[Start of Attachment]
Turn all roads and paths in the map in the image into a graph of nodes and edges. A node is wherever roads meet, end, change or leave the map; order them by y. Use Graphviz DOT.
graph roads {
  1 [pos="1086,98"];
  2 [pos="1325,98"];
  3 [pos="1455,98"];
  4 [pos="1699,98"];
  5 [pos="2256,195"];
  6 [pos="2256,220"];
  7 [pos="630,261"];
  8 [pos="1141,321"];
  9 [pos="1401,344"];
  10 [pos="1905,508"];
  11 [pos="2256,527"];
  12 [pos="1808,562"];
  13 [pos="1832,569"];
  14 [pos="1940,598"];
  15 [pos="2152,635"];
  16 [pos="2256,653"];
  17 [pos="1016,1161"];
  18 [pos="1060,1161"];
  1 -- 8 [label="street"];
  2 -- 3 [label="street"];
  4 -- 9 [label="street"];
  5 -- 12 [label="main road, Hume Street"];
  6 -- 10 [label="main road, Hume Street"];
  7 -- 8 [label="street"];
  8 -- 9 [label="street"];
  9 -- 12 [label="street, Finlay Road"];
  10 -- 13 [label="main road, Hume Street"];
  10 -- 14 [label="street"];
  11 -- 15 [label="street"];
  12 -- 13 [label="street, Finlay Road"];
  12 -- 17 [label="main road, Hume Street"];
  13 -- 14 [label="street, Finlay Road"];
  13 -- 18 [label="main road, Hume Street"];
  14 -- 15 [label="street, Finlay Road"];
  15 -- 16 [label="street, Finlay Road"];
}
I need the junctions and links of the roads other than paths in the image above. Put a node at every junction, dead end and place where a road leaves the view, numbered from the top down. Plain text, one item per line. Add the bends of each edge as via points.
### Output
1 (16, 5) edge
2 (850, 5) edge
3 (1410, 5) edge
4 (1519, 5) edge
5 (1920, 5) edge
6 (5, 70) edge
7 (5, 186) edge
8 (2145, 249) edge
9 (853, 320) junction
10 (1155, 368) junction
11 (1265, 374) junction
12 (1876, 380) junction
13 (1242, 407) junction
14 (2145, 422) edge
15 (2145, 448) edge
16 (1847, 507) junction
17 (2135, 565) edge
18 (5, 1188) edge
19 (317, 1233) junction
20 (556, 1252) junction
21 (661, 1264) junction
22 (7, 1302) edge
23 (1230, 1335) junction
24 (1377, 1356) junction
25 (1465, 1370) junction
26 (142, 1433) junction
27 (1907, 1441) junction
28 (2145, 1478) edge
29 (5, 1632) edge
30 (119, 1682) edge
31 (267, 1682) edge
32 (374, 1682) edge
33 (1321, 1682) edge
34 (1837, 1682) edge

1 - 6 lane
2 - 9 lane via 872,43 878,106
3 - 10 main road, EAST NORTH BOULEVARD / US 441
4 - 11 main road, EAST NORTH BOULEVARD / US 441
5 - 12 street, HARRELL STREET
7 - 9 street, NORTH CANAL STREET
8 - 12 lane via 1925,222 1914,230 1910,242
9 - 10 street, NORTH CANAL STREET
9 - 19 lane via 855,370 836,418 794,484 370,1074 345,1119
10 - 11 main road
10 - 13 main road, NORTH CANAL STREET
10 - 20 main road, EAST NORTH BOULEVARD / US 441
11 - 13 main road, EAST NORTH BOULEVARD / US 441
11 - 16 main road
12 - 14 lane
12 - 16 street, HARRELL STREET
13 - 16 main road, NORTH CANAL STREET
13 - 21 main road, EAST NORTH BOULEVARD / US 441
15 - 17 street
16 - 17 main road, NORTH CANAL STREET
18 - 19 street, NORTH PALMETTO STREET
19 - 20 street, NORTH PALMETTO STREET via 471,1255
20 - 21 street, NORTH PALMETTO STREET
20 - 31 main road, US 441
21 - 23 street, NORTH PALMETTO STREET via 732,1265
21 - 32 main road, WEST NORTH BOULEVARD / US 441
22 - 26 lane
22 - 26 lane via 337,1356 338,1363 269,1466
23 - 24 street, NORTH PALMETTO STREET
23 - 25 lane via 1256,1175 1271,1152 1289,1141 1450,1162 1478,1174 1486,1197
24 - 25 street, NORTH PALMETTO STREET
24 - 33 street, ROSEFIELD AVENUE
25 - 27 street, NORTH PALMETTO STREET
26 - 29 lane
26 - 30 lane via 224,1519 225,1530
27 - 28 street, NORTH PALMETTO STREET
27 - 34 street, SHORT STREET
[End of Attachment]
Aim of the task – Give the material above again, word for word.

Reply to the task –
Turn all roads and paths in the map in the image into a graph of nodes and edges. A node is wherever roads meet, end, change or leave the map; order them by y. Use Graphviz DOT.
graph roads {
  1 [pos="1086,98"];
  2 [pos="1325,98"];
  3 [pos="1455,98"];
  4 [pos="1699,98"];
  5 [pos="2256,195"];
  6 [pos="2256,220"];
  7 [pos="630,261"];
  8 [pos="1141,321"];
  9 [pos="1401,344"];
  10 [pos="1905,508"];
  11 [pos="2256,527"];
  12 [pos="1808,562"];
  13 [pos="1832,569"];
  14 [pos="1940,598"];
  15 [pos="2152,635"];
  16 [pos="2256,653"];
  17 [pos="1016,1161"];
  18 [pos="1060,1161"];
  1 -- 8 [label="street"];
  2 -- 3 [label="street"];
  4 -- 9 [label="street"];
  5 -- 12 [label="main road, Hume Street"];
  6 -- 10 [label="main road, Hume Street"];
  7 -- 8 [label="street"];
  8 -- 9 [label="street"];
  9 -- 12 [label="street, Finlay Road"];
  10 -- 13 [label="main road, Hume Street"];
  10 -- 14 [label="street"];
  11 -- 15 [label="street"];
  12 -- 13 [label="street, Finlay Road"];
  12 -- 17 [label="main road, Hume Street"];
  13 -- 14 [label="street, Finlay Road"];
  13 -- 18 [label="main road, Hume Street"];
  14 -- 15 [label="street, Finlay Road"];
  15 -- 16 [label="street, Finlay Road"];
}
I need the junctions and links of the roads other than paths in the image above. Put a node at every junction, dead end and place where a road leaves the view, numbered from the top down. Plain text, one item per line. Add the bends of each edge as via points.
### Output
1 (16, 5) edge
2 (850, 5) edge
3 (1410, 5) edge
4 (1519, 5) edge
5 (1920, 5) edge
6 (5, 70) edge
7 (5, 186) edge
8 (2145, 249) edge
9 (853, 320) junction
10 (1155, 368) junction
11 (1265, 374) junction
12 (1876, 380) junction
13 (1242, 407) junction
14 (2145, 422) edge
15 (2145, 448) edge
16 (1847, 507) junction
17 (2135, 565) edge
18 (5, 1188) edge
19 (317, 1233) junction
20 (556, 1252) junction
21 (661, 1264) junction
22 (7, 1302) edge
23 (1230, 1335) junction
24 (1377, 1356) junction
25 (1465, 1370) junction
26 (142, 1433) junction
27 (1907, 1441) junction
28 (2145, 1478) edge
29 (5, 1632) edge
30 (119, 1682) edge
31 (267, 1682) edge
32 (374, 1682) edge
33 (1321, 1682) edge
34 (1837, 1682) edge

1 - 6 lane
2 - 9 lane via 872,43 878,106
3 - 10 main road, EAST NORTH BOULEVARD / US 441
4 - 11 main road, EAST NORTH BOULEVARD / US 441
5 - 12 street, HARRELL STREET
7 - 9 street, NORTH CANAL STREET
8 - 12 lane via 1925,222 1914,230 1910,242
9 - 10 street, NORTH CANAL STREET
9 - 19 lane via 855,370 836,418 794,484 370,1074 345,1119
10 - 11 main road
10 - 13 main road, NORTH CANAL STREET
10 - 20 main road, EAST NORTH BOULEVARD / US 441
11 - 13 main road, EAST NORTH BOULEVARD / US 441
11 - 16 main road
12 - 14 lane
12 - 16 street, HARRELL STREET
13 - 16 main road, NORTH CANAL STREET
13 - 21 main road, EAST NORTH BOULEVARD / US 441
15 - 17 street
16 - 17 main road, NORTH CANAL STREET
18 - 19 street, NORTH PALMETTO STREET
19 - 20 street, NORTH PALMETTO STREET via 471,1255
20 - 21 street, NORTH PALMETTO STREET
20 - 31 main road, US 441
21 - 23 street, NORTH PALMETTO STREET via 732,1265
21 - 32 main road, WEST NORTH BOULEVARD / US 441
22 - 26 lane
22 - 26 lane via 337,1356 338,1363 269,1466
23 - 24 street, NORTH PALMETTO STREET
23 - 25 lane via 1256,1175 1271,1152 1289,1141 1450,1162 1478,1174 1486,1197
24 - 25 street, NORTH PALMETTO STREET
24 - 33 street, ROSEFIELD AVENUE
25 - 27 street, NORTH PALMETTO STREET
26 - 29 lane
26 - 30 lane via 224,1519 225,1530
27 - 28 street, NORTH PALMETTO STREET
27 - 34 street, SHORT STREET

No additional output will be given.